About 95 per cent of the UK's population are English speakers.[14] 5.5 per cent of the population speak languages brought to the UK as a result of relatively recent immigration.[14]

The UK has many cities. London is the biggest city in the UK and is the nation's capital city. There are also other big cities in England including Birmingham, Manchester, Liverpool, Leeds, Bristol and Newcastle upon Tyne. Scotland has the big cities of Edinburgh and Glasgow. Cardiff and Swansea are in Wales and Belfast is in Northern Ireland.

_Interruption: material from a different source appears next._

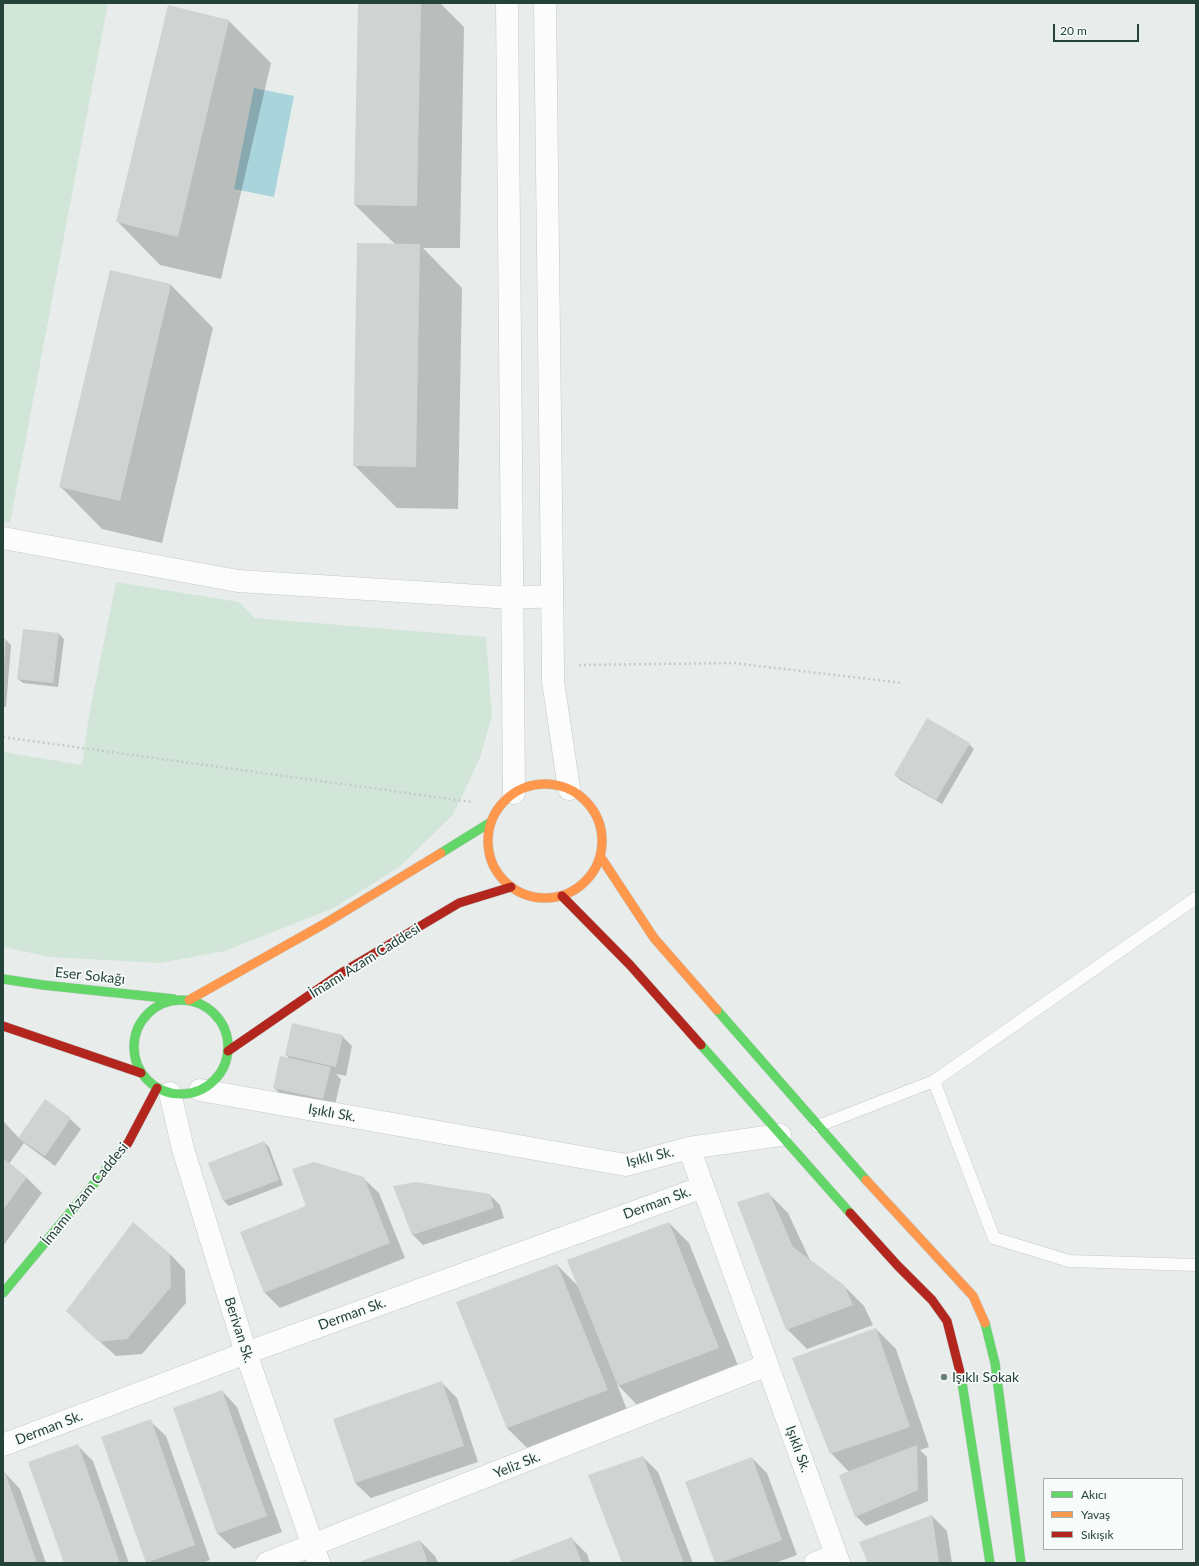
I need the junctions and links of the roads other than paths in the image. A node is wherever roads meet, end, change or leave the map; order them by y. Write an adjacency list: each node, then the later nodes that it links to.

Between the 17th and mid 20th-centuries, Britain was a world power. It became a colonial empire that controlled large areas of Africa, Asia, North America and Oceania.[15] At its height in 1922, more than 458 million people lived in the British Empire, one-fifth of the Earth's population. Its area was 13,012,000 square miles: almost a quarter of the Earth's land area. The empire was sometimes called 'the empire on which the sun never sets', meaning the sun is always shining on at least one of its territories. Almost all countries left and became independent from the empire in the 20th century, although Britain keeps links with most countries of its former empire.

Prehistory[edit]

Species of humans have lived n Britain, for almost a million years. The occupation was not continuous, probably because the climate was too extreme at times for people to live there.

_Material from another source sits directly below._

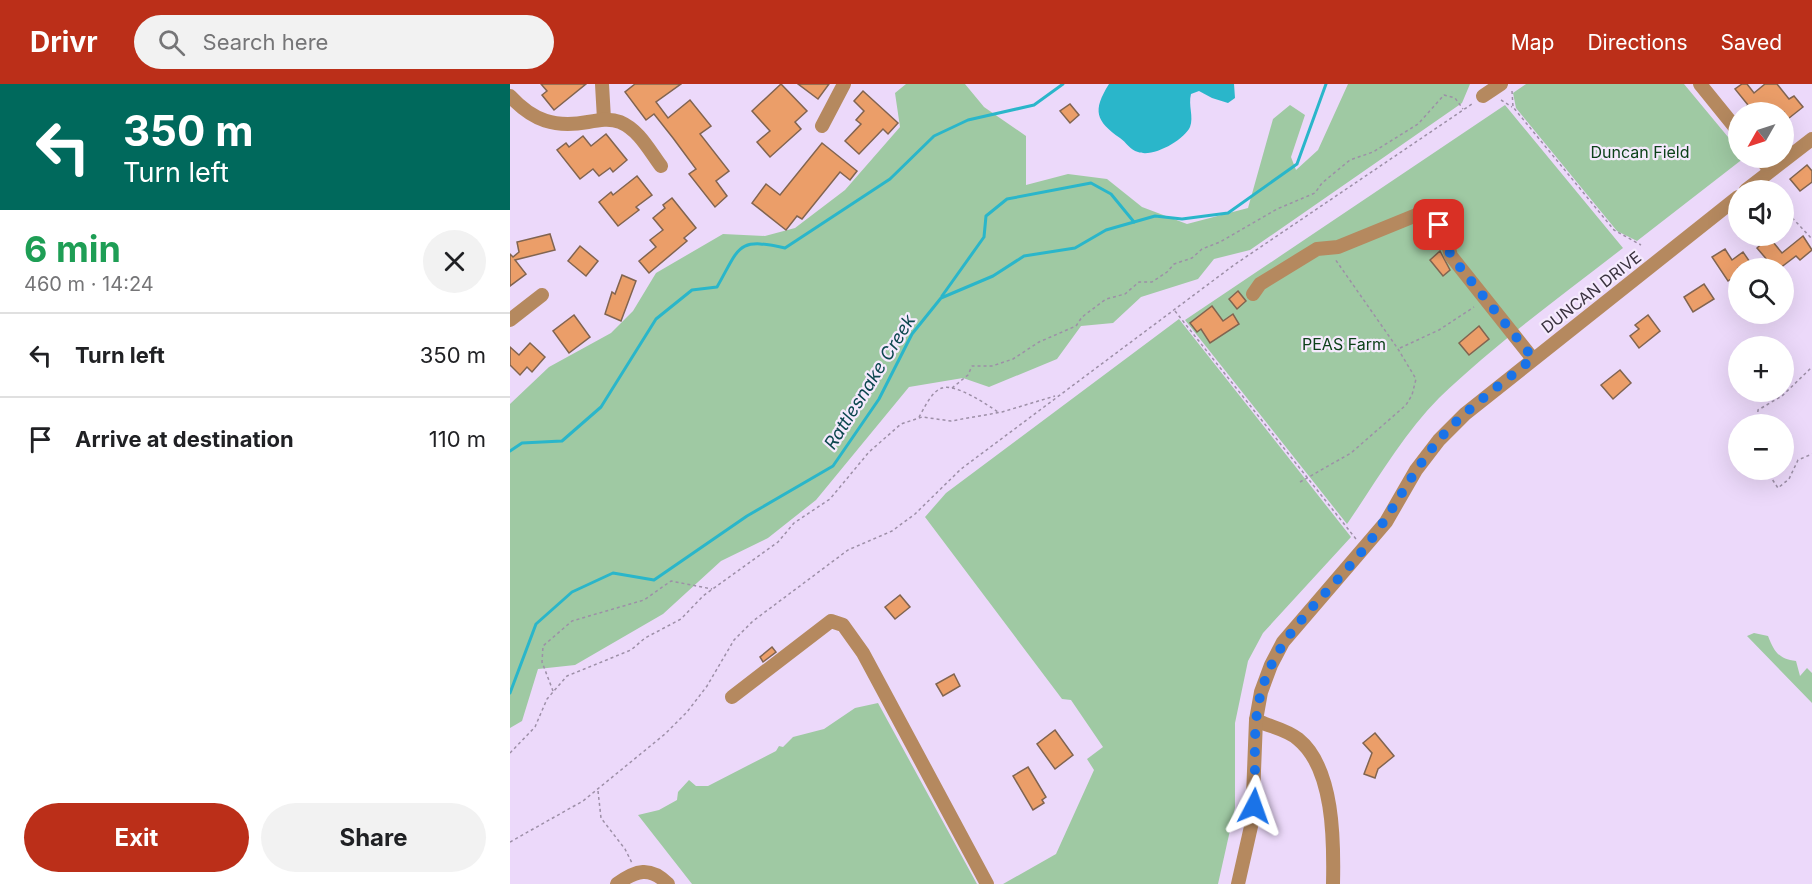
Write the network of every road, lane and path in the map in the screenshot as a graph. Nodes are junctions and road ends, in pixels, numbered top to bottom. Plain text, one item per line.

Archaeological remains show that the first group of modern people to live in the British Isles were hunter-gatherers after the last ice age ended.[16] The date is not known: perhaps as early as 8000BC but certainly by 5000BC. They built mesolithic wood and stone monuments. Stonehenge was built between 3000 and 1600BC.[17] Celtic tribes arrived from mainland Europe. Britain was a changing collection of tribal areas, with no overall leader. Julius Caesar tried to invade (take over) the island in 55BC but was not able to do so. The Romans successfully invaded in 43AD.[18]

History[edit]

Written history began in Britain when writing was brought to Britain by the Romans. Rome ruled in Britain from 44AD to 410AD. They ruled the southern two-thirds of Great Britain. The Romans never took over Ireland and never fully controlled Caledonia, the land north of the valleys of the River Forth and River Clyde. Their northern border varied from time to time, and was marked sometimes at Hadrian's Wall (in modern England), sometimes at the Antonine Wall (in modern Scotland).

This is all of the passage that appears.